**YOUR OBJECTIVE**
Word for word, retype the first line of the records and every following line through the one containing "Trace the roads".

══ SUPPLIED ENTRIES

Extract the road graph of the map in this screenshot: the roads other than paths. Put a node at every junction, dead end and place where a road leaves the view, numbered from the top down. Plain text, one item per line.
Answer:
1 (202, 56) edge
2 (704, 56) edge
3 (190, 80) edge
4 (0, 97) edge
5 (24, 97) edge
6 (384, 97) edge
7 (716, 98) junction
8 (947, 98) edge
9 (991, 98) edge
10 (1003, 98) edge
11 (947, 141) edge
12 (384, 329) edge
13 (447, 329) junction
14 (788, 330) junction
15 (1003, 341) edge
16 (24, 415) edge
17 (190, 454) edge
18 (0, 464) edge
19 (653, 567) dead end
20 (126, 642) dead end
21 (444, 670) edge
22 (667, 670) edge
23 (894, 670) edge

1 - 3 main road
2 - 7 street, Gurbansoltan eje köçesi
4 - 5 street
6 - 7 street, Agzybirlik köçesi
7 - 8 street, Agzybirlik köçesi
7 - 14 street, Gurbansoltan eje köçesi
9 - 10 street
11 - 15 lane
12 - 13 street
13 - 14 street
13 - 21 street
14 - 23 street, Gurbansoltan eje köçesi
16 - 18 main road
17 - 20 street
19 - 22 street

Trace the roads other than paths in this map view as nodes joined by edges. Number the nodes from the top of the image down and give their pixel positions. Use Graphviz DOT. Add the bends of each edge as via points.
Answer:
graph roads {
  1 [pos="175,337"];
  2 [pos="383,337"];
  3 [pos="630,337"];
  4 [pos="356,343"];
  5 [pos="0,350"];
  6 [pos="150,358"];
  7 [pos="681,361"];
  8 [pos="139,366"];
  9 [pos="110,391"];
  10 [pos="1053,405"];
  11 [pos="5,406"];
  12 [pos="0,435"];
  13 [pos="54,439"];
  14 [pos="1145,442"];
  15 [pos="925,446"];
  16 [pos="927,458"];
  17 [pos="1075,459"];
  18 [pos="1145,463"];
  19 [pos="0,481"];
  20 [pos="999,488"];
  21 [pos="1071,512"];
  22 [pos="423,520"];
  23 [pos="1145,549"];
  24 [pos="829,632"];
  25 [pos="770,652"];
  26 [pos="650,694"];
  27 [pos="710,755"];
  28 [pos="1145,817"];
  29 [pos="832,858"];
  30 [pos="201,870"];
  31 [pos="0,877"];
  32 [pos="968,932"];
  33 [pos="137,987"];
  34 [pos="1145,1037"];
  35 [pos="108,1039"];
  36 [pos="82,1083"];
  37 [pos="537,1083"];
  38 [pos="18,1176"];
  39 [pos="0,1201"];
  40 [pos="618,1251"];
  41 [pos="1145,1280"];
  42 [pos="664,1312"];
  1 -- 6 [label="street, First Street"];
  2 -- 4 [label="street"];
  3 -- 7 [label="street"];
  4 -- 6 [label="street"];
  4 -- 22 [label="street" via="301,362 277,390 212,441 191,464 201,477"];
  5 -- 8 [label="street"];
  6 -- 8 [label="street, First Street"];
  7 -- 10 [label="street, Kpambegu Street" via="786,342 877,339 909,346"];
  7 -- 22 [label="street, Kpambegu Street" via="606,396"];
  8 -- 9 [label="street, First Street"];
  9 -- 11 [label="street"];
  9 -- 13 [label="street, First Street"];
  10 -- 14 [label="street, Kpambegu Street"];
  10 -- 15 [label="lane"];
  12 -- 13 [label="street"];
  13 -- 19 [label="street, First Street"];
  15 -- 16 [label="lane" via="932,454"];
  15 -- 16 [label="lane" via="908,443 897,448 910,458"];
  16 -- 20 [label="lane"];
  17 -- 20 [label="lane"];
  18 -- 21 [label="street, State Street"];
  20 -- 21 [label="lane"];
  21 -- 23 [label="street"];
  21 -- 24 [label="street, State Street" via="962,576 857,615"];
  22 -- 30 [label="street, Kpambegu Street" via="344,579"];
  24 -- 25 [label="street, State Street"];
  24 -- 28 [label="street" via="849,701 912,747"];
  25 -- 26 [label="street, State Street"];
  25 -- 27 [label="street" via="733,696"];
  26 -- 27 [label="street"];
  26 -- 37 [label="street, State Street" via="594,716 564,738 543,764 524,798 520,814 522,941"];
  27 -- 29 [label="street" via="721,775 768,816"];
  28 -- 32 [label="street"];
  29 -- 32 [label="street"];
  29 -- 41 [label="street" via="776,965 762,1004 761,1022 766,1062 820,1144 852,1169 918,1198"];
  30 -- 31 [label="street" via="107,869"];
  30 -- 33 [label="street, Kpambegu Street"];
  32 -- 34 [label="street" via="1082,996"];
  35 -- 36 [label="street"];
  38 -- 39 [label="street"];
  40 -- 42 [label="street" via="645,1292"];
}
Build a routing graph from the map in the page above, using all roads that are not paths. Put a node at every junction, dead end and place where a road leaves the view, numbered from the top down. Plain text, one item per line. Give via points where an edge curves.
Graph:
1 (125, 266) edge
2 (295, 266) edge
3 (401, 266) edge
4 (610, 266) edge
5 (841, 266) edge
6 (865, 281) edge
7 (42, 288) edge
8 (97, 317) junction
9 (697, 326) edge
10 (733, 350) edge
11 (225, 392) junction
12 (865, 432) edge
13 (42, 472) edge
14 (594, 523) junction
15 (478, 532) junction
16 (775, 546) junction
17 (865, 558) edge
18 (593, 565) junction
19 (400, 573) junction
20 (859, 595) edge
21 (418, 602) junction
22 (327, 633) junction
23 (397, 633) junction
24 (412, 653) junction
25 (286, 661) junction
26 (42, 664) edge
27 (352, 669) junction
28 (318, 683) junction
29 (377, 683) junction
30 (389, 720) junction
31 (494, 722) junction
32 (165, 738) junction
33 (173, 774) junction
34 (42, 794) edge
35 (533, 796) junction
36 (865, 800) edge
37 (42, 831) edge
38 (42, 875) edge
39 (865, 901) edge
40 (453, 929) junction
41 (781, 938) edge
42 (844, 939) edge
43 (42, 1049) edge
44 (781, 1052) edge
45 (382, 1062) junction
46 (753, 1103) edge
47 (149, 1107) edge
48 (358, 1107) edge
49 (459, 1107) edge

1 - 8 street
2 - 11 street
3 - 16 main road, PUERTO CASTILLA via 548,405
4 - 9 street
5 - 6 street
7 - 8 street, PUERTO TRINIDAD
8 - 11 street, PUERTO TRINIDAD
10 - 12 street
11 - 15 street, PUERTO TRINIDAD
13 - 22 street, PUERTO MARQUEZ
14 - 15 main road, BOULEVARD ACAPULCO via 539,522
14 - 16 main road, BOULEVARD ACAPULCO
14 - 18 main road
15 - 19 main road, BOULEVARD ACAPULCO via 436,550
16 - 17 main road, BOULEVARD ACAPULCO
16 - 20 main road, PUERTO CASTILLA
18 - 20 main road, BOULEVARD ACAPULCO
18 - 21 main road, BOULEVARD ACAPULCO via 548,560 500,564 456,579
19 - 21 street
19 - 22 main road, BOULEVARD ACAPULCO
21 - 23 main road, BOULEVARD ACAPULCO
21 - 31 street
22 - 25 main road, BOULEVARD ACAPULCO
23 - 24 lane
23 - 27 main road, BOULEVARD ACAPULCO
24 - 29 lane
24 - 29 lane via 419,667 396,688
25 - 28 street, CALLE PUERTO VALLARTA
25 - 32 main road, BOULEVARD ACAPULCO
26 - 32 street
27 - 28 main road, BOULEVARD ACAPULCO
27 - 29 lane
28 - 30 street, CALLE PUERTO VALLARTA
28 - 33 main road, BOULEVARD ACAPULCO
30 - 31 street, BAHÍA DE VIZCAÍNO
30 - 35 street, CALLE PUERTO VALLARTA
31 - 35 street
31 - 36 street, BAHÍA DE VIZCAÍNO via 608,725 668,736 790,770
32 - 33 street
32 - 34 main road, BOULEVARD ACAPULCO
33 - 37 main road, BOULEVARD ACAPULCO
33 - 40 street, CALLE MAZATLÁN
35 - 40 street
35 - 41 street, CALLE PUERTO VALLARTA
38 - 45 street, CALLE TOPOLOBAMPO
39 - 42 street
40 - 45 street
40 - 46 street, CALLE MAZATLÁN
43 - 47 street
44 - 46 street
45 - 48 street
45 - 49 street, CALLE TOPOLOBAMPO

════

**OUTPUT BELOW**
Extract the road graph of the map in this screenshot: the roads other than paths. Put a node at every junction, dead end and place where a road leaves the view, numbered from the top down. Plain text, one item per line.
Answer:
1 (202, 56) edge
2 (704, 56) edge
3 (190, 80) edge
4 (0, 97) edge
5 (24, 97) edge
6 (384, 97) edge
7 (716, 98) junction
8 (947, 98) edge
9 (991, 98) edge
10 (1003, 98) edge
11 (947, 141) edge
12 (384, 329) edge
13 (447, 329) junction
14 (788, 330) junction
15 (1003, 341) edge
16 (24, 415) edge
17 (190, 454) edge
18 (0, 464) edge
19 (653, 567) dead end
20 (126, 642) dead end
21 (444, 670) edge
22 (667, 670) edge
23 (894, 670) edge

1 - 3 main road
2 - 7 street, Gurbansoltan eje köçesi
4 - 5 street
6 - 7 street, Agzybirlik köçesi
7 - 8 street, Agzybirlik köçesi
7 - 14 street, Gurbansoltan eje köçesi
9 - 10 street
11 - 15 lane
12 - 13 street
13 - 14 street
13 - 21 street
14 - 23 street, Gurbansoltan eje köçesi
16 - 18 main road
17 - 20 street
19 - 22 street

Trace the roads other than paths in this map view as nodes joined by edges. Number the nodes from the top of the image down and give their pixel positions. Use Graphviz DOT. Add the bends of each edge as via points.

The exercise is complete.